Parameter Type Required Default Description
dataset_id string Yes Bronze dataset UUID

Returns: { bronze_dataset_id, silver_dataset_id, stage: "silver", ... } with raking report.

Stage validation: Only Bronze datasets can be weighted. Returns error for other stages.


create_gold_dataset

Create a refined Gold dataset from a Silver or Bronze source, optionally transforming columns.

Parameter Type Required Default Description
source_id string Yes Source dataset UUID (Silver or Bronze)
name string No Name for Gold dataset. Defaults to "{source_name} (Gold)"
fields object[] No Column transformations

Each fields entry:

Field Type Description
id string Original column name
name string New display name
deleted boolean true to exclude column

Returns: { gold_dataset_id, name, stage: "gold", source_id, source_stage, row_count, column_count }


export_dataset

Export a dataset in the specified format.

Parameter Type Required Default Description
dataset_id string Yes Dataset UUID
format string No "csv" Export format: "csv", "xlsx", "spss", or "parquet"

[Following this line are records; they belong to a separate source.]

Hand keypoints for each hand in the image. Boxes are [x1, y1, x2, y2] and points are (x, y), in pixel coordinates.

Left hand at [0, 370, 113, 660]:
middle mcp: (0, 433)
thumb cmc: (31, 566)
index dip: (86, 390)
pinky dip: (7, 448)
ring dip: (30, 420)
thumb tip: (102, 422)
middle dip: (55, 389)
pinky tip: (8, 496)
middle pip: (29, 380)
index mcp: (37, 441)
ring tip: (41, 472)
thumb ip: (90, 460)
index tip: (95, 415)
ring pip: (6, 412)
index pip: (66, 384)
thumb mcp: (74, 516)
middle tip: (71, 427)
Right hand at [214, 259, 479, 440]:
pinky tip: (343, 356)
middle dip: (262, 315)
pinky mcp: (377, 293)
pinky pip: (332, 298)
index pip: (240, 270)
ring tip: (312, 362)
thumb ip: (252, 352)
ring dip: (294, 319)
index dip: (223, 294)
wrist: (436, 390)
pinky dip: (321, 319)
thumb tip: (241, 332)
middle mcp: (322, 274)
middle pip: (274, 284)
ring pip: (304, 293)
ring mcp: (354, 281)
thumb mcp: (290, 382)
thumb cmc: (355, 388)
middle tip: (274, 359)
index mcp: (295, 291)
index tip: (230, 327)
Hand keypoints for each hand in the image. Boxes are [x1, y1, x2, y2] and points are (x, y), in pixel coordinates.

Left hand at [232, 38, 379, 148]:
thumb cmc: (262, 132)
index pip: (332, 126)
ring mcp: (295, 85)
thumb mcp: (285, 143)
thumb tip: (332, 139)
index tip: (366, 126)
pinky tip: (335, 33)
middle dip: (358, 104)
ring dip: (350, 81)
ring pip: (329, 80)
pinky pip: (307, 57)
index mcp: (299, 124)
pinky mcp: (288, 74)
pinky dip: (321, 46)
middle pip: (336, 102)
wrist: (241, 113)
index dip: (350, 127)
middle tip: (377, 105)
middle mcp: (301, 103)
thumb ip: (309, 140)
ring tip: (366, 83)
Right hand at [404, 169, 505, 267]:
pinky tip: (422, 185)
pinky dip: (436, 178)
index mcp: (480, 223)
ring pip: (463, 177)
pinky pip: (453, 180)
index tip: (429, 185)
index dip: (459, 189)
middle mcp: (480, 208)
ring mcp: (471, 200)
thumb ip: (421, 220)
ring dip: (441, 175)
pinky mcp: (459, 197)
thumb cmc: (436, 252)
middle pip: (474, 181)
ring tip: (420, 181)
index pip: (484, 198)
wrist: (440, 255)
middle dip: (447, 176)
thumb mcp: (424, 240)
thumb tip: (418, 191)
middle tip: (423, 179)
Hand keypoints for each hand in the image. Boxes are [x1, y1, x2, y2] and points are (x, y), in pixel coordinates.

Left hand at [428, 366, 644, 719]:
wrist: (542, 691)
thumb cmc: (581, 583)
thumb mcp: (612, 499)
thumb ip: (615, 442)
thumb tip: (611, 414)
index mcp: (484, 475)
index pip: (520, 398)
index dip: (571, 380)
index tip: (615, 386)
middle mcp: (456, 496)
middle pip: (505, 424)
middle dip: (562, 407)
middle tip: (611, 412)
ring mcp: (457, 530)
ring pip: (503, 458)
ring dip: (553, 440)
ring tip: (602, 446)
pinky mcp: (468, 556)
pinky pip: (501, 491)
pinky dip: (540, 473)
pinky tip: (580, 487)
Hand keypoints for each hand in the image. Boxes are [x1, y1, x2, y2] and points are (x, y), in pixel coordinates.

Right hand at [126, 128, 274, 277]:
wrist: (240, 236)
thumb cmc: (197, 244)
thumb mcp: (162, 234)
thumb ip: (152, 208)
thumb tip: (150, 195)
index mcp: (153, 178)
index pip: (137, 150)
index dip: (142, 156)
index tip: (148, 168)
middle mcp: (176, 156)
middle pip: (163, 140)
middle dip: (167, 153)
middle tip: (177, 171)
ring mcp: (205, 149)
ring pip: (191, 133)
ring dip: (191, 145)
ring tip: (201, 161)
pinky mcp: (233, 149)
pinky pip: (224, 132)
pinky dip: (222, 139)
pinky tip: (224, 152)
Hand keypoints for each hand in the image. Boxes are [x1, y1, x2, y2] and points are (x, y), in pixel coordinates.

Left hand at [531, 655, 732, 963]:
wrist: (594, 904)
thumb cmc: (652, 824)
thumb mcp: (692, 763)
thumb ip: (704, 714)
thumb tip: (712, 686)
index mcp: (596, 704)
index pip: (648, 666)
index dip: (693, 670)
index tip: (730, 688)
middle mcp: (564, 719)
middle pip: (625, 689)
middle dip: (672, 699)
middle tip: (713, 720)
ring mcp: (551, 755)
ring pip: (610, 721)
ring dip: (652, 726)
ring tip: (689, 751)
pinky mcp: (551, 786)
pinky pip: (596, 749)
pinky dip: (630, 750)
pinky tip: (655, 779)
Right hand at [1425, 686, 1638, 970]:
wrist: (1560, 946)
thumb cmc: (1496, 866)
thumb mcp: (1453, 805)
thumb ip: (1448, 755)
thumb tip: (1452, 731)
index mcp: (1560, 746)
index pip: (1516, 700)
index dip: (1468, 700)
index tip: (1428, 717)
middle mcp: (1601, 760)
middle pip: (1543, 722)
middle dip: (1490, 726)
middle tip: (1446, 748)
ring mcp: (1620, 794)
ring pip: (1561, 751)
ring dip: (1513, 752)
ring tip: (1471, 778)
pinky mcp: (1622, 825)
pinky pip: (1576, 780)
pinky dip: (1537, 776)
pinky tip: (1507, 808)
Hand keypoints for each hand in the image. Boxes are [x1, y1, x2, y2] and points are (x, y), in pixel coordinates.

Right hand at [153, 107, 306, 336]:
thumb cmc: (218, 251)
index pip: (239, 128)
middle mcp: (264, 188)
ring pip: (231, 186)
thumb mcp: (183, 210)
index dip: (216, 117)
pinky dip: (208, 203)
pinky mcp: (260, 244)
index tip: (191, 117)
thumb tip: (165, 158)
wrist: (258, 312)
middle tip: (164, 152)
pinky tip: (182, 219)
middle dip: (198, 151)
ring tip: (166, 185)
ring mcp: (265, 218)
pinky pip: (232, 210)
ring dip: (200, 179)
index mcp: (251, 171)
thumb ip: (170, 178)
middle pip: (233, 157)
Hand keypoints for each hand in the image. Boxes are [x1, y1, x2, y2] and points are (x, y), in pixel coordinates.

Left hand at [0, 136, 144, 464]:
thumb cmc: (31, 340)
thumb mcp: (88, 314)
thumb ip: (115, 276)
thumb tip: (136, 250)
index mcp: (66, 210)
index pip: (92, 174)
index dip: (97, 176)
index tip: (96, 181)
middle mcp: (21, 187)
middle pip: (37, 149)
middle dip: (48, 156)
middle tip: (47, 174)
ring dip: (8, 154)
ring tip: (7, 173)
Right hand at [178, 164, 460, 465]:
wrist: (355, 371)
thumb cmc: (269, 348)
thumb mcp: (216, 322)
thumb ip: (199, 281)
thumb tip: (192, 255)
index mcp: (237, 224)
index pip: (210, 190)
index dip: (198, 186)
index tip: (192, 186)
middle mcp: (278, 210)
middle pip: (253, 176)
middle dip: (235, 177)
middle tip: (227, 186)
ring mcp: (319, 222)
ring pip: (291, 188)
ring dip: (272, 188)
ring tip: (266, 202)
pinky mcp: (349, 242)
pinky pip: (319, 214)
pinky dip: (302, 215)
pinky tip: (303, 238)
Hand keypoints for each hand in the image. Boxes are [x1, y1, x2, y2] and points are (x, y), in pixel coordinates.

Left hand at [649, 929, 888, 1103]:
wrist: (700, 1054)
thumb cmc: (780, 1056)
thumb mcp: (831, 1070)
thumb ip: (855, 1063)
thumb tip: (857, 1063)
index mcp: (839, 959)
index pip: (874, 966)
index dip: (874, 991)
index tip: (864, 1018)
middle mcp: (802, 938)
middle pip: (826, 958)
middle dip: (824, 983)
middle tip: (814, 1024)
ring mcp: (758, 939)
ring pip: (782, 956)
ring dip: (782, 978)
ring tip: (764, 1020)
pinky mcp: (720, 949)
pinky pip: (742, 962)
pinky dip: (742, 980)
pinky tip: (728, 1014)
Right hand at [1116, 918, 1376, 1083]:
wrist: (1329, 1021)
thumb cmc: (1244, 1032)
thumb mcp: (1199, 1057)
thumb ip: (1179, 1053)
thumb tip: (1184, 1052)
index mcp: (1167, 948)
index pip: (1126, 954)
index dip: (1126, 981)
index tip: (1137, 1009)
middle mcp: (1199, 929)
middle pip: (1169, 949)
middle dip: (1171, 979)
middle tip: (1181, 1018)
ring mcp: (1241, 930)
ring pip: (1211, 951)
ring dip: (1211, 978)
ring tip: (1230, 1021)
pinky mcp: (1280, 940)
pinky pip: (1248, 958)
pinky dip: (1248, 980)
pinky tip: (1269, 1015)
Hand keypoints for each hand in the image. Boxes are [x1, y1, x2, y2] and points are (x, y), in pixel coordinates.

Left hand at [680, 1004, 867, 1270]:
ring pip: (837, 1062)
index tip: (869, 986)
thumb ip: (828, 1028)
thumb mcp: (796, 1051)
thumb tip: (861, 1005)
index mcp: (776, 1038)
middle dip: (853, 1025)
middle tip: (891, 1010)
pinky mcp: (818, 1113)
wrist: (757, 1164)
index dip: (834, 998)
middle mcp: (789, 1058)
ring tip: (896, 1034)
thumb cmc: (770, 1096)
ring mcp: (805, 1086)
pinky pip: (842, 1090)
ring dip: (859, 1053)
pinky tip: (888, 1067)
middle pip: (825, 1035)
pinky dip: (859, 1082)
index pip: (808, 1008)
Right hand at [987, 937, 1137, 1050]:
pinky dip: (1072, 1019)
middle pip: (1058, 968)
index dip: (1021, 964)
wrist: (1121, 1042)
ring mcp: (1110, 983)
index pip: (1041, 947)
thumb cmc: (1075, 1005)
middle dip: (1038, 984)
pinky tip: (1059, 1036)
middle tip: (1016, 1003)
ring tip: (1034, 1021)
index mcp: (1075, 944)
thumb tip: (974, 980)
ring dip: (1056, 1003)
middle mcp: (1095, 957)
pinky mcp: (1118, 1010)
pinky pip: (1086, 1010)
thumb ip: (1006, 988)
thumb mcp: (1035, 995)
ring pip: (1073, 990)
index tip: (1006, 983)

Returns: { path, ... } with format-specific metadata.

Export Formats

Format Extension Description
csv .csv Universal format for most tools
xlsx .xlsx Excel with summary and schema sheets
spss .sav SPSS with variable and value labels
parquet .parquet Columnar format with full metadata (Snappy compression)

get_dataset_quality

Get sample representativeness metrics comparing dataset demographics against a sampling strategy's targets.

Parameter Type Required Default Description
dataset_id string Yes Dataset UUID
strategy_id string No Sampling strategy UUID. Auto-detected from campaign if omitted

Returns: Quality metrics including overall score, composite error, RMSE, and per-factor deviation analysis.


compare_dataset_quality

Compare representativeness metrics between Bronze (unweighted) and Silver (weighted) datasets to evaluate raking effectiveness.

Parameter Type Required Default Description
bronze_dataset_id string Yes Bronze dataset UUID
silver_dataset_id string Yes Silver dataset UUID
strategy_id string No Sampling strategy UUID. Auto-detected if omitted

Returns: Comparison metrics showing improvement from post-stratification weighting.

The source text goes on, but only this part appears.